(Stored data entries)
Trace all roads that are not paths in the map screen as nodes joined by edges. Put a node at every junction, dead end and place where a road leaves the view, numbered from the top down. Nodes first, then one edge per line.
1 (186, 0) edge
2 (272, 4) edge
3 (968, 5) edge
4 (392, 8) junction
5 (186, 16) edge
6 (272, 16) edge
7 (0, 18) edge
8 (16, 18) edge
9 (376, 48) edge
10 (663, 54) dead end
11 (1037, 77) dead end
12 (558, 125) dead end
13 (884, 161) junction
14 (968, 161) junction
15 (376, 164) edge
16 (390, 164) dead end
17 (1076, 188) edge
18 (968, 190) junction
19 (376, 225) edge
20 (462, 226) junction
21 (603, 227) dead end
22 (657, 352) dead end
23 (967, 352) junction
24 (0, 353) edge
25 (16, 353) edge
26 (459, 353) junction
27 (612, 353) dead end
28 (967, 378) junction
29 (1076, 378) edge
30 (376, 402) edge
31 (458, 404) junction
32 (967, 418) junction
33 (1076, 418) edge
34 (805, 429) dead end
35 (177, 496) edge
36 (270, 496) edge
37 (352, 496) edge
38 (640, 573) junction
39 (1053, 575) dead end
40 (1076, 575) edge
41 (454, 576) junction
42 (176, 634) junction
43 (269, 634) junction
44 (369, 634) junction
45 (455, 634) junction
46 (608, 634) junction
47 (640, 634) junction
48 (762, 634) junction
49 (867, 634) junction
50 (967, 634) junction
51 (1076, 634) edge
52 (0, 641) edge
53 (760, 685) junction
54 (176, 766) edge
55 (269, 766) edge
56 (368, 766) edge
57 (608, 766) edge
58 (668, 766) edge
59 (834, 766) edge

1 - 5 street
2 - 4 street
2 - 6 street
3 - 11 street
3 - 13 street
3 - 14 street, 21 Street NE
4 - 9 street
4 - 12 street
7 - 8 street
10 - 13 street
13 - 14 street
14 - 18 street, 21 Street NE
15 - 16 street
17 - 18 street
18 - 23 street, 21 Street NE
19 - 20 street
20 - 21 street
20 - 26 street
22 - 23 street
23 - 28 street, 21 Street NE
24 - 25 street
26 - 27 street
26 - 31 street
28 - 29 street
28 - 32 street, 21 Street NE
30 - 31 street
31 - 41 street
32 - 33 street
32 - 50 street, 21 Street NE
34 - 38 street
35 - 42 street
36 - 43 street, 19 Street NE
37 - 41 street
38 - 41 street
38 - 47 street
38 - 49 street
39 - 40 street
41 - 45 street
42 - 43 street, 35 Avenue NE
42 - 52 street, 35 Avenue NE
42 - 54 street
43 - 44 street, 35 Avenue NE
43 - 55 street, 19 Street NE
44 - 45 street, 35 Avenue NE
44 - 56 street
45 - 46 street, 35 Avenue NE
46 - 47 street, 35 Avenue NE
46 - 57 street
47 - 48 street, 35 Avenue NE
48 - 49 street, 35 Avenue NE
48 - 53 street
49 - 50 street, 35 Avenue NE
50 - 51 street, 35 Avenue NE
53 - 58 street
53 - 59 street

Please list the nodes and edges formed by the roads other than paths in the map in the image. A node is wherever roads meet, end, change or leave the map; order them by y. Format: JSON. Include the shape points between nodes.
---
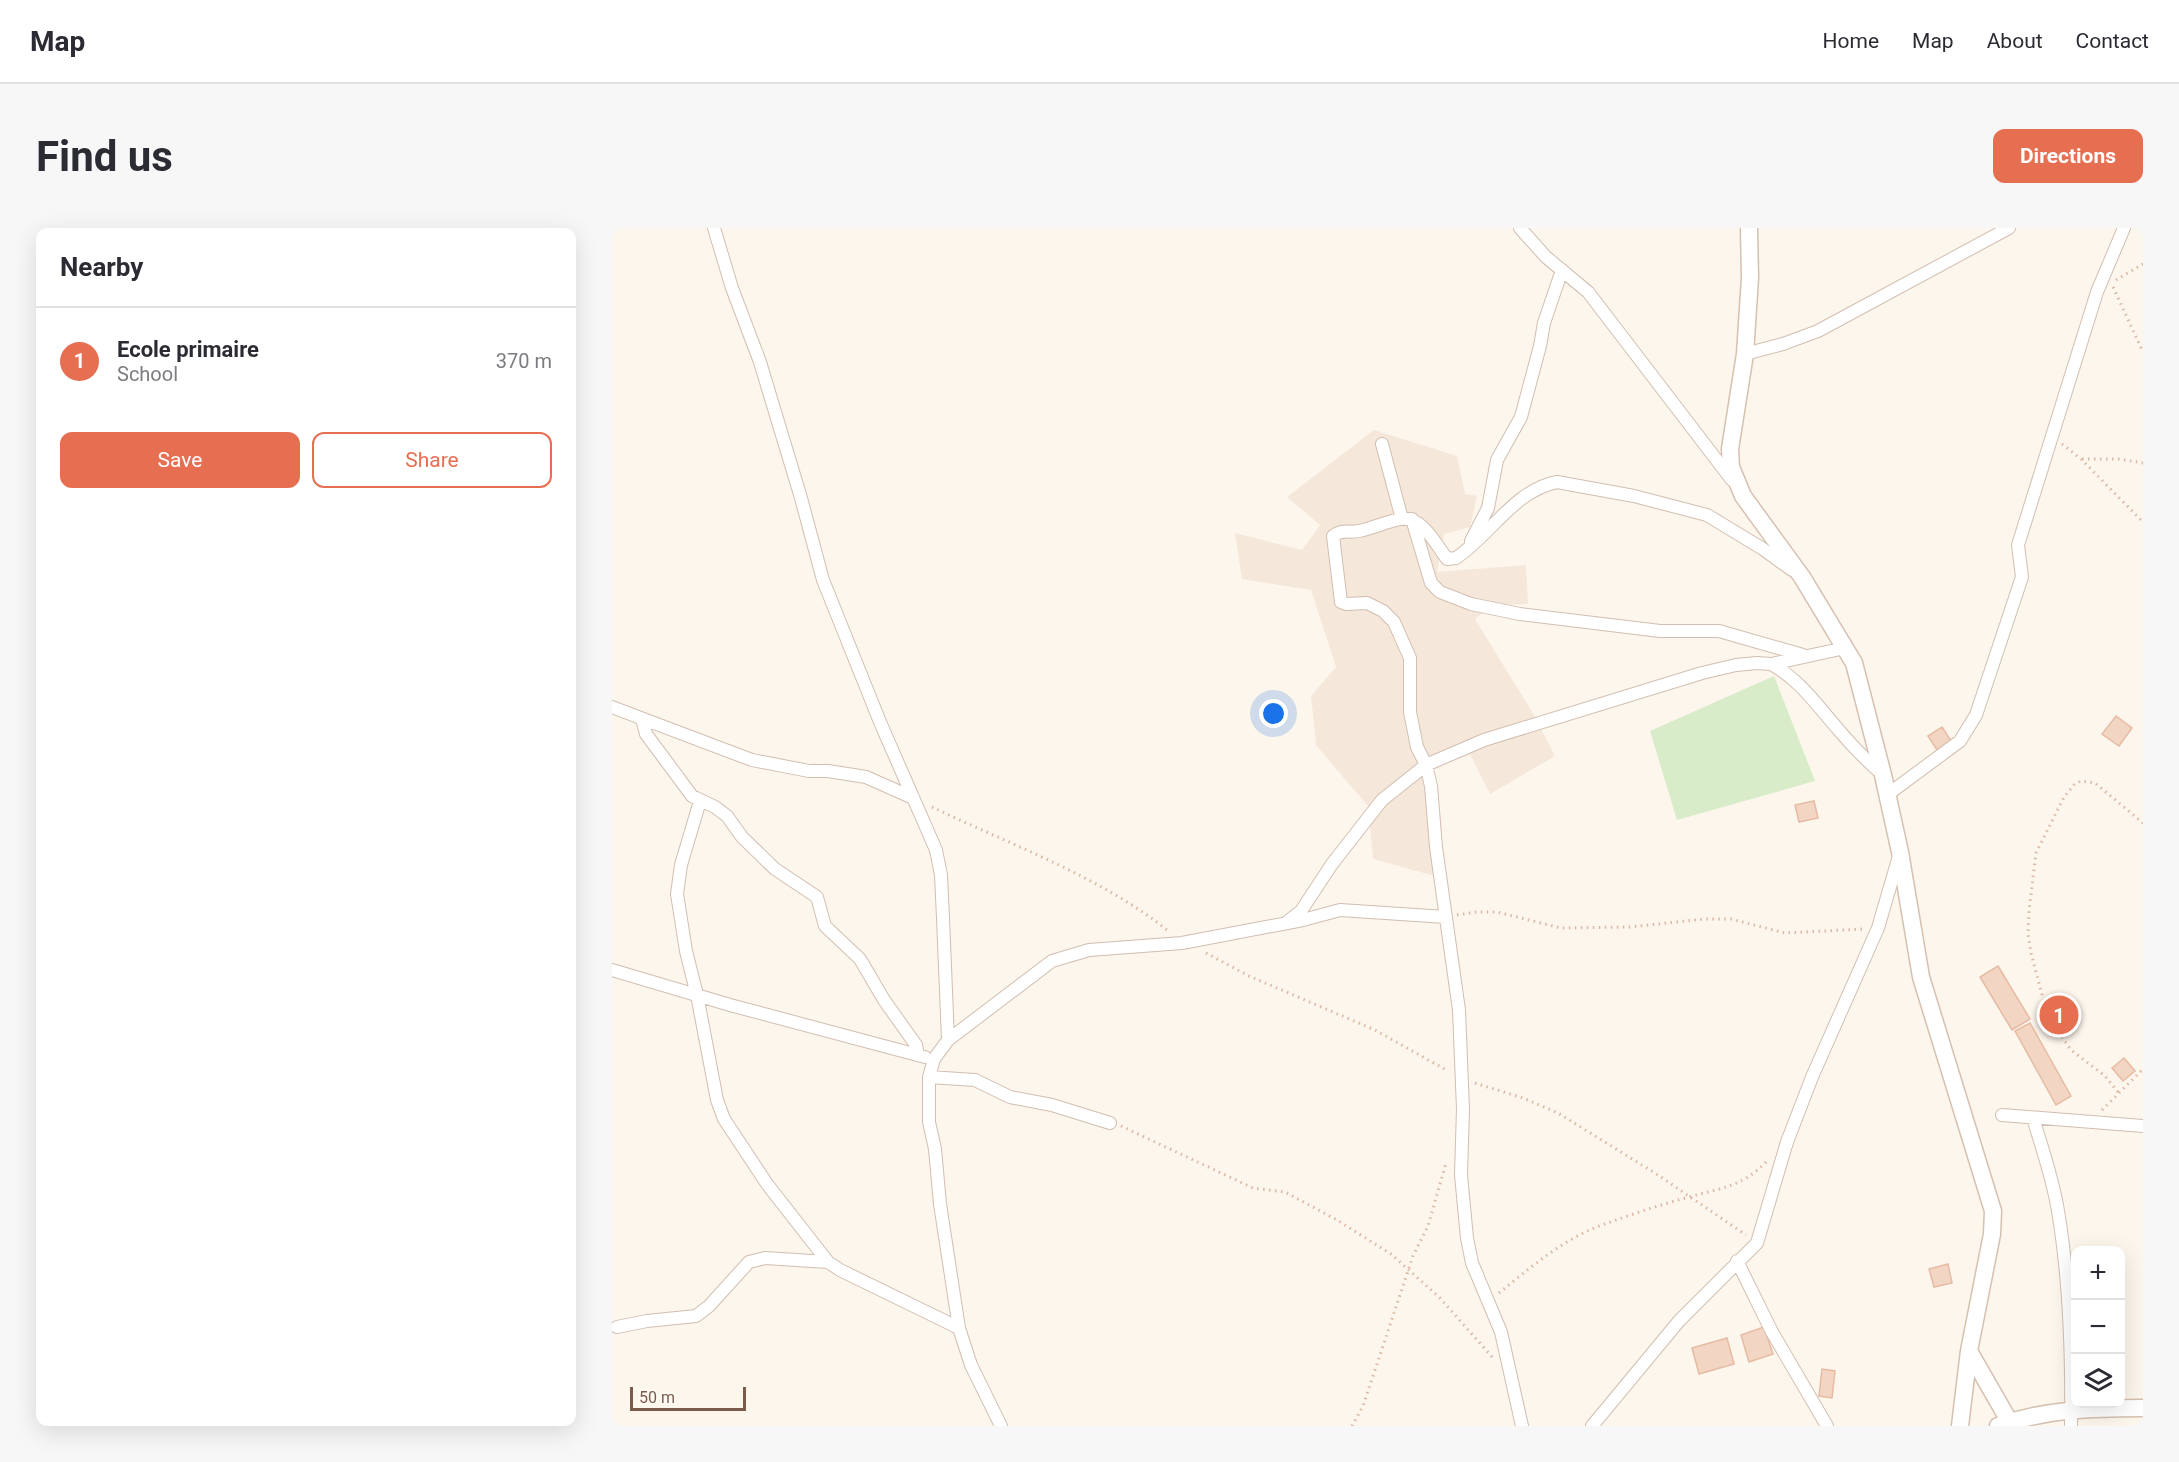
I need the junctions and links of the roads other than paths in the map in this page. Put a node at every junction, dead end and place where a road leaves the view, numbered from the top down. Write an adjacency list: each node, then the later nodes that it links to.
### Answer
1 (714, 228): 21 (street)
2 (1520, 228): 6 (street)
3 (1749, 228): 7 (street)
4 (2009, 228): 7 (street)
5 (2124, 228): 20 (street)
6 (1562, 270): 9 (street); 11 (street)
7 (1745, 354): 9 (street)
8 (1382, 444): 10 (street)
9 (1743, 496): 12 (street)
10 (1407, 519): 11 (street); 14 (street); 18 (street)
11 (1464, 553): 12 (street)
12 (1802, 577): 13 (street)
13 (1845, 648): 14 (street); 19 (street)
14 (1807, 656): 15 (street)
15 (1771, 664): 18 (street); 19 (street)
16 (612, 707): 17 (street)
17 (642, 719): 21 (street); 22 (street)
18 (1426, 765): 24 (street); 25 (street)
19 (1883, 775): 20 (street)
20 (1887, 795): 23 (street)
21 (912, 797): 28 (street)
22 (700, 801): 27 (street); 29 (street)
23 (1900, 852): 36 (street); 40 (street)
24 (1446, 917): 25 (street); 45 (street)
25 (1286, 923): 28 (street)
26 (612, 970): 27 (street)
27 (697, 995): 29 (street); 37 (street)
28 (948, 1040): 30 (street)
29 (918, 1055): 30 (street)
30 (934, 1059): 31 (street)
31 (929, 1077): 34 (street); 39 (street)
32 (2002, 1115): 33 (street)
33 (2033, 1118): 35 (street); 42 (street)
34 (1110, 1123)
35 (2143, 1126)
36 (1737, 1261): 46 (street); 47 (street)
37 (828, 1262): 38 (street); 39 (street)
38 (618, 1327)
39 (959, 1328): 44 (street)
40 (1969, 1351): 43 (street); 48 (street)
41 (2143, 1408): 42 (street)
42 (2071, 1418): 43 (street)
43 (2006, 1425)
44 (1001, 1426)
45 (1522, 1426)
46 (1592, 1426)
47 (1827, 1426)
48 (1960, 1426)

> THE TASK:
Search term "list": return each line of the data that contains it.

> RESULT:
Please list the nodes and edges formed by the roads other than paths in the map in the image. A node is wherever roads meet, end, change or leave the map; order them by y. Format: JSON. Include the shape points between nodes.
I need the junctions and links of the roads other than paths in the map in this page. Put a node at every junction, dead end and place where a road leaves the view, numbered from the top down. Write an adjacency list: each node, then the later nodes that it links to.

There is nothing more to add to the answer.